Daniel's doing some telethon thing tonight involving talking to doctors/alumni and softening them up so they'll be more likely to give MCoW money, so I've been holding down the fort by myself for the last few hours. We have a list of shows we watch, and Wednesday's line-up includes NBC's Up All Night and ABC's Modern Family. To briefly sum it up, tonight's Up All Night was about the baby's birth, and at the end the dad decided he was going to be a stay-at-home dad instead of taking a few weeks off and then going back to work. It was just a small portion of the episode, but to see this (fictional) new family and the joy this man exuded touched my heart. I mean, I love Will Arnett and all, but there was something so much more to his character tonight. And maybe I'm over-analyzing way too much, but maybe I'm not. I hear new babies (even ones on TV) make people do/feel crazy things.

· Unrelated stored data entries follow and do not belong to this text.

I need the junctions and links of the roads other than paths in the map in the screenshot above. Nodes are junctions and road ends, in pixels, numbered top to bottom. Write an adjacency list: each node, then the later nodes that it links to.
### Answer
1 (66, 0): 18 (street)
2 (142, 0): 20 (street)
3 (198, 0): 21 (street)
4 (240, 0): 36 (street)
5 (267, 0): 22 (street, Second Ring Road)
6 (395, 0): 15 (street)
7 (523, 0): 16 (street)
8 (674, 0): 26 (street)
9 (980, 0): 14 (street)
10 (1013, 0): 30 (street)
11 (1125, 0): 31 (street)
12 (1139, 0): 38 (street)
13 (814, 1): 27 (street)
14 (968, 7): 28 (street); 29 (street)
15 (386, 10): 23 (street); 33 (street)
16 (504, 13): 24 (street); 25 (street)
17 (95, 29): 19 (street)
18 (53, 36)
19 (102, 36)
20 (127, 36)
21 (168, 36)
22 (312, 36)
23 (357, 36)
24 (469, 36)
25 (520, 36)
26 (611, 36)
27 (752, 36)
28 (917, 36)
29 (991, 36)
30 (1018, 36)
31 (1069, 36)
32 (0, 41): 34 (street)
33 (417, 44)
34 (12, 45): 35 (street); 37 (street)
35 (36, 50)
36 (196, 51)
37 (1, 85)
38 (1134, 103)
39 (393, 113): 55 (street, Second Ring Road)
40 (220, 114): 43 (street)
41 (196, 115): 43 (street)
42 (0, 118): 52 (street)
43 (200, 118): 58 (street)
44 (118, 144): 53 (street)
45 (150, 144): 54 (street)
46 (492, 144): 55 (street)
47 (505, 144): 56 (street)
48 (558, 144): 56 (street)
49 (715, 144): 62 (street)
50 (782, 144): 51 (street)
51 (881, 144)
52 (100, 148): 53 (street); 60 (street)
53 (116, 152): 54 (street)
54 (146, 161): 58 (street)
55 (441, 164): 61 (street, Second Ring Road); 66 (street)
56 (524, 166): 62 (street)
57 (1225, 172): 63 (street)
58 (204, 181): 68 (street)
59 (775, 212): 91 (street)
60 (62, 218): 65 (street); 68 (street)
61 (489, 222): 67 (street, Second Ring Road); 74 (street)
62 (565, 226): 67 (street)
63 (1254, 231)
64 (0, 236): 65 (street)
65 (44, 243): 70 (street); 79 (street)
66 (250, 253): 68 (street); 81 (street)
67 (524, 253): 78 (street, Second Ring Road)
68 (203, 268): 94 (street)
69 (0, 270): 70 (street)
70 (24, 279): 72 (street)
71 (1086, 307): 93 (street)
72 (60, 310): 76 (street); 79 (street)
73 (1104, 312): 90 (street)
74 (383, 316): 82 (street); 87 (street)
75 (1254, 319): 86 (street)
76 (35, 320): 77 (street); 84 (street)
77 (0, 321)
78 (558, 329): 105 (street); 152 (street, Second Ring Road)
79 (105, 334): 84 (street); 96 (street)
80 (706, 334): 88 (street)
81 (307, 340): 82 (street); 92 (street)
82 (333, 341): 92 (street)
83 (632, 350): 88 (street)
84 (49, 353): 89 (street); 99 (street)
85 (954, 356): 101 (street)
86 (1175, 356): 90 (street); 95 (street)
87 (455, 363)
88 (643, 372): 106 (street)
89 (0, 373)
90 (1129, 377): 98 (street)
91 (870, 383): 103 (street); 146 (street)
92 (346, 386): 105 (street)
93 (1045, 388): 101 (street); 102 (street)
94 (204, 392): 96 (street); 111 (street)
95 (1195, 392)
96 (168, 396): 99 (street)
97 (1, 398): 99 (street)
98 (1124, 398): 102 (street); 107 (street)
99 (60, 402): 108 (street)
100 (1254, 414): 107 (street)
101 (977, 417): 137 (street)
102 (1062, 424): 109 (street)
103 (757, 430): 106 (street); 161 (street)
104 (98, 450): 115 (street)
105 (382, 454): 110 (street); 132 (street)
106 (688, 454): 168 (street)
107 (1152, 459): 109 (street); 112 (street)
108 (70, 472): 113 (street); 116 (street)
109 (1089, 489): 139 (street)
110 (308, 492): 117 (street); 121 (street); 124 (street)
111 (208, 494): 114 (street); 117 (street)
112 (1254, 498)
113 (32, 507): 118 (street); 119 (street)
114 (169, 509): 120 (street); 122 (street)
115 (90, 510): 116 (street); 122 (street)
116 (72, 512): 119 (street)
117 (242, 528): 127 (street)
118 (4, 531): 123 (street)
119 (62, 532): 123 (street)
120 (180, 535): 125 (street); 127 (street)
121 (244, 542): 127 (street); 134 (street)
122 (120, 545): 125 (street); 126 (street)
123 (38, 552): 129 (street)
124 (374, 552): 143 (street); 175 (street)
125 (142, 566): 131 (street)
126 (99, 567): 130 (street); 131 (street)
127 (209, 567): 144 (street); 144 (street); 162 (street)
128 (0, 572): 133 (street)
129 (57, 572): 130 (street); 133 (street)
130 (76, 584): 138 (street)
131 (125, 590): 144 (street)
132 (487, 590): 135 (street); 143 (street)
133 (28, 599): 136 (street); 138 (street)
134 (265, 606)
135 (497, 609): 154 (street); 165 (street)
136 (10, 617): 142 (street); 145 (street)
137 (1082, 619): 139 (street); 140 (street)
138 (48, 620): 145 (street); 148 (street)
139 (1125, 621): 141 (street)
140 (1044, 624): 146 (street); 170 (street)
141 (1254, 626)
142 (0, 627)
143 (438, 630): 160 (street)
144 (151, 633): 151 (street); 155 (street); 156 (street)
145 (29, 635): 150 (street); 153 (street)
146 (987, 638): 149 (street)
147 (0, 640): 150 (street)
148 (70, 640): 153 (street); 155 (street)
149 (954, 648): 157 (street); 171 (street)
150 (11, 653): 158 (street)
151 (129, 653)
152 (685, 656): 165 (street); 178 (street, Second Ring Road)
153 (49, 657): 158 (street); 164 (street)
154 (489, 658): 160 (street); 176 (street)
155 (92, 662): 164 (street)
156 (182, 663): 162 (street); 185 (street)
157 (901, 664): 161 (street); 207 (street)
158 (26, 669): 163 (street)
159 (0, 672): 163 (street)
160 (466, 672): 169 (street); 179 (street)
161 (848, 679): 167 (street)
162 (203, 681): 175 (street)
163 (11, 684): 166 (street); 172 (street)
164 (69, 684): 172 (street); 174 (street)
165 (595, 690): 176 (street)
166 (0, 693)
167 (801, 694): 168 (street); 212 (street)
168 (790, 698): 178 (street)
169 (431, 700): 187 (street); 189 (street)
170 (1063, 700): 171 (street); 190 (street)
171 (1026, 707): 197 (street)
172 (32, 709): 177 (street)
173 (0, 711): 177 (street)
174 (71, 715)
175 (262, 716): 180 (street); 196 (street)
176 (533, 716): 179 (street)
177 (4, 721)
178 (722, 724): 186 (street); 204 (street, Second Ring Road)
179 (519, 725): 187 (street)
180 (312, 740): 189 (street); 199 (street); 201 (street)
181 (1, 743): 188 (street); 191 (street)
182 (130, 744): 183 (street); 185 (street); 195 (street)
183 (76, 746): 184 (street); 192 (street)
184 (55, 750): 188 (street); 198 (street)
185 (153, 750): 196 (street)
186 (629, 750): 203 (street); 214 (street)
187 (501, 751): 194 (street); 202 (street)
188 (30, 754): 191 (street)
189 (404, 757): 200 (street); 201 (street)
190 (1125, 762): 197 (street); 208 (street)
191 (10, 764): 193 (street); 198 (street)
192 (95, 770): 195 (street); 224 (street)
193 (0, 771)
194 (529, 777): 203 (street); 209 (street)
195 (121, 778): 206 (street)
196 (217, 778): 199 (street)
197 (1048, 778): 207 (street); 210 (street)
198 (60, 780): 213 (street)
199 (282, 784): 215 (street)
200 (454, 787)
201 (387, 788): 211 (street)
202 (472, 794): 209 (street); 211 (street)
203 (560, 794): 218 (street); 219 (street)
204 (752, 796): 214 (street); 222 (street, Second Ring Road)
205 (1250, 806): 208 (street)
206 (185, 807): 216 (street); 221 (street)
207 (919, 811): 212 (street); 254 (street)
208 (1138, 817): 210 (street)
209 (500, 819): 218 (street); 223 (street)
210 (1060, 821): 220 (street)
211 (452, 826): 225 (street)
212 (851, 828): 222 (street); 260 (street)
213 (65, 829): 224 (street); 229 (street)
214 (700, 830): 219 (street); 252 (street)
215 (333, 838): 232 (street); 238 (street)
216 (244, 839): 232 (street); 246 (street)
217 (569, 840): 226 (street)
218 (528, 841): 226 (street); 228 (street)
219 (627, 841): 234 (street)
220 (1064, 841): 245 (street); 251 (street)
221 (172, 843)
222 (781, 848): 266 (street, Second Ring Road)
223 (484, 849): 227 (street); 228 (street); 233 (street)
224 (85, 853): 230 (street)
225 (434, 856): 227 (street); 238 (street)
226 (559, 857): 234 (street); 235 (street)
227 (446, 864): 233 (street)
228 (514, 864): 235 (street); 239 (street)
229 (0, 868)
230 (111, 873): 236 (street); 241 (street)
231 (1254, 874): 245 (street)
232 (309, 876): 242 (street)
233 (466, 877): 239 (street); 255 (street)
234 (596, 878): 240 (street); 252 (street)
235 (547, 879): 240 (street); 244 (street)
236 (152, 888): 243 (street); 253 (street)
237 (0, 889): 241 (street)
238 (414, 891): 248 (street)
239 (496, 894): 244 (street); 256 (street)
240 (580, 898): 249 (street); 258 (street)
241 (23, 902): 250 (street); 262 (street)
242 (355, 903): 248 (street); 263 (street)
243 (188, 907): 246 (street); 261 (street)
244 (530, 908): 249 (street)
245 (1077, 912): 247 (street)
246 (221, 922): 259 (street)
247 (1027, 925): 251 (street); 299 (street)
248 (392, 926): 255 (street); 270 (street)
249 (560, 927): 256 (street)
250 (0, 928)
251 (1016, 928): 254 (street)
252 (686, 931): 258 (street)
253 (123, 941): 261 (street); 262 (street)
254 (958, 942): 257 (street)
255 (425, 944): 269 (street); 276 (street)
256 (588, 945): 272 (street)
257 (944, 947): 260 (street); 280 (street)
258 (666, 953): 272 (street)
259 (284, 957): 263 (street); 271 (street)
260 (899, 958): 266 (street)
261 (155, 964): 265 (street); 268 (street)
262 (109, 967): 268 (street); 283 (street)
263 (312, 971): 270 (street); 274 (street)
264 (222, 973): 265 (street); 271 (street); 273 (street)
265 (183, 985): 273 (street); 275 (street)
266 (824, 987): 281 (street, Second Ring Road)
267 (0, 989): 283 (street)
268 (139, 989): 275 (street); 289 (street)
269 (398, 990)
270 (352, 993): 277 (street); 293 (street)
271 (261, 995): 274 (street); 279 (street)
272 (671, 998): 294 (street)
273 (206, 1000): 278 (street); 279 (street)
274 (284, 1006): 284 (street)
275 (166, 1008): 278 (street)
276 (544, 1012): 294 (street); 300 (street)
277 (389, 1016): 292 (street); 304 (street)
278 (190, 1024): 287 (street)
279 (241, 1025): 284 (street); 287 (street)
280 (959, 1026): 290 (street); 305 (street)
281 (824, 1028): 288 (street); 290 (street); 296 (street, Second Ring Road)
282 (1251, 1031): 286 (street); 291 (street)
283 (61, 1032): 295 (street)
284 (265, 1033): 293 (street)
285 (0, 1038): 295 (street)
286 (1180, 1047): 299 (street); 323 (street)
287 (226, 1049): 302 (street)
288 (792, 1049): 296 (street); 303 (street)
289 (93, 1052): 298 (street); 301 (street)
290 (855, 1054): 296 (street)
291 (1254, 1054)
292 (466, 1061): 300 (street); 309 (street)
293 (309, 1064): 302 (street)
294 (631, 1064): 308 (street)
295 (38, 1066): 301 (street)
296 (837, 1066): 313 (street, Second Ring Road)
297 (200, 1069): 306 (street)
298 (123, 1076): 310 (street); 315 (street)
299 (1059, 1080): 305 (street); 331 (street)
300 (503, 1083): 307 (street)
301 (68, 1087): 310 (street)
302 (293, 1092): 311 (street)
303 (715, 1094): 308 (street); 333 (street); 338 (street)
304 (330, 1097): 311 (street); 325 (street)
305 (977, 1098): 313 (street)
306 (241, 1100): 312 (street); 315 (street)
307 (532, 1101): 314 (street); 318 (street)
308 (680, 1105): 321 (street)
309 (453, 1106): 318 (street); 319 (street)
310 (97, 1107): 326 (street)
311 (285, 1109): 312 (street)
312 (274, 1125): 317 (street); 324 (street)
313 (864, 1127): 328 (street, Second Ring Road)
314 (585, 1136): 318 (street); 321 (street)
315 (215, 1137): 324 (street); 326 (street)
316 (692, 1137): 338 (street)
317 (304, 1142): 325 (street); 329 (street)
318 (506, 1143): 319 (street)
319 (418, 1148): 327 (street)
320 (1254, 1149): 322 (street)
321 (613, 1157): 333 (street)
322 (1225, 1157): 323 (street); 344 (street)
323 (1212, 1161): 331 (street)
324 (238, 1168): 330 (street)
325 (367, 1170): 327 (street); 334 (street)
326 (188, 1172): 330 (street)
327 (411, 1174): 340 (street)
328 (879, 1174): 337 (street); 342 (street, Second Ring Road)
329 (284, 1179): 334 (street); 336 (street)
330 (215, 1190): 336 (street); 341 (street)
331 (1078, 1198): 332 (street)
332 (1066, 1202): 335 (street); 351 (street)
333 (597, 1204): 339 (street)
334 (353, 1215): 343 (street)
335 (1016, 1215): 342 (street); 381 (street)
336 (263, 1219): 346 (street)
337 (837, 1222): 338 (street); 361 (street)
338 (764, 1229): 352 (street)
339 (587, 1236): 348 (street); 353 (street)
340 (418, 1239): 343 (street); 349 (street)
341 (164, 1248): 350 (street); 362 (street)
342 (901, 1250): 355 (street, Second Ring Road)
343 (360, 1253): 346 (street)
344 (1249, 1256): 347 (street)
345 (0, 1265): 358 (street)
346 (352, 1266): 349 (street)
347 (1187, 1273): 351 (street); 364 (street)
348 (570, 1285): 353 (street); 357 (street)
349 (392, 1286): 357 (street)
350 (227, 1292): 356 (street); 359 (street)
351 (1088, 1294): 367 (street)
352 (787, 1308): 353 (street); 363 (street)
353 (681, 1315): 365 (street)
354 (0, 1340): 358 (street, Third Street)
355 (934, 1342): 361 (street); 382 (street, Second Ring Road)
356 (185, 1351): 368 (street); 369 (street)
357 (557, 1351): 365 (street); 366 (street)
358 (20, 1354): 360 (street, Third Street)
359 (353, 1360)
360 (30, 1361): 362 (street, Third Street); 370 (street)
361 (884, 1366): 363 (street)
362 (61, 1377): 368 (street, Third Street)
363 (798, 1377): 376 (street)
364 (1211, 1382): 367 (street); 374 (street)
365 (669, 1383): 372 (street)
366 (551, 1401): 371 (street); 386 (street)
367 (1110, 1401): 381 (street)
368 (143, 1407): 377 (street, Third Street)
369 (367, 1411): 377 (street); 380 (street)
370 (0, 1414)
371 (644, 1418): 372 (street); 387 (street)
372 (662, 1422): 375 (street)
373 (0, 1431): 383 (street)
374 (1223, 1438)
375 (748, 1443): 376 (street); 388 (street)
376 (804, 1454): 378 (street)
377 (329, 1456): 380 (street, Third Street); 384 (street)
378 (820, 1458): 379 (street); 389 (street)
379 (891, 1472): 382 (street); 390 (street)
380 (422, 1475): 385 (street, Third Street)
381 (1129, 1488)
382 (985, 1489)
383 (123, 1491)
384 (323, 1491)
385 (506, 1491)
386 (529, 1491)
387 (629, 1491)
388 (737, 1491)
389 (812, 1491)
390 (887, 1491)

Fast forward several years to tonight's Modern Family, where the dad takes his oldest daughter to his alma mater to get her excited about college. Basically, she gets invited to a student mixer and the dad embarrasses her in front of all her new friends and he realizes that he can't let his not-so-little girl go. She's about to go off and be her own person and he can't stop it. And then he made a joke and they slid down a hill on cafeteria trays, but I saw my own dad in those few moments of panic. I left for college two weeks after I graduated from high school. I seriously dated one of the first RMs to ask me out and I brought him home three months later. I married that RM less than a year after that. I remember calling my dad and telling him that Daniel was coming to visit NC for a long weekend. It was hard for both of us. He felt like he was getting replaced, that he wasn't going to be as important to me now that I had someone else who could take care of and provide for me like he had (of course I didn't know that at the time). I didn't understand what the big deal was and I was upset that he wasn't happy for me (he really was, but it was still scary). That weekend was tense between Daniel and my dad. My mom explained everything to Daniel before he left (and while my dad wasn't around), and it all made sense, but sometimes I wish Daniel and my dad's first meeting would've been normal and not in his bishop's office! But that's a story for another time...
Watching those two shows tonight reminded me of a talk from this past General Conference, "Love Her Mother" from Elaine S. Dalton. Check it out below, it's definitely worth watching. Daniel and I aren't parents, and we may not be for some time, but we both thought it was great advice.
The most important thing a father can do for his daughter is to love her mother.
My dad helped me pick Daniel. I wanted my spouse to love me for me. A man who fights for me and realizes that I am precious. Someone who takes care of me and protects me. And so much more. My dad does all of these things. And not just for me, but for my mom and my other siblings too. Daniel loves me more than I know. He is such a good, kind, tender man, and I am so lucky to have someone so great sealed to me for eternity. He knows how to make me laugh. He holds me when I cry and usually doesn't know why I'm crying to begin with. He tucks me in and kisses me on the forehead. He cooks me dinner. He takes a cold shower after I've used all the hot water. He lets me choose what we listen to in the car. He lets me be silly or hormonal or weird. He never yells or says unkind things. He listens to me even when I sometimes tune him out. He likes to hold my hand. He lets me call him silly pet names. He lets me wear his robe. And above all, he loves his Heavenly Father and his Savior. He bears his testimony often, and he always encourages me to pray or read my scriptures, even when it's so much easier to turn out the light and go to sleep right away. And one day, when we have daughters of our own, he's going to be the most incredible father to them. Because he loves me. And I love him. And together, we'll be just fine.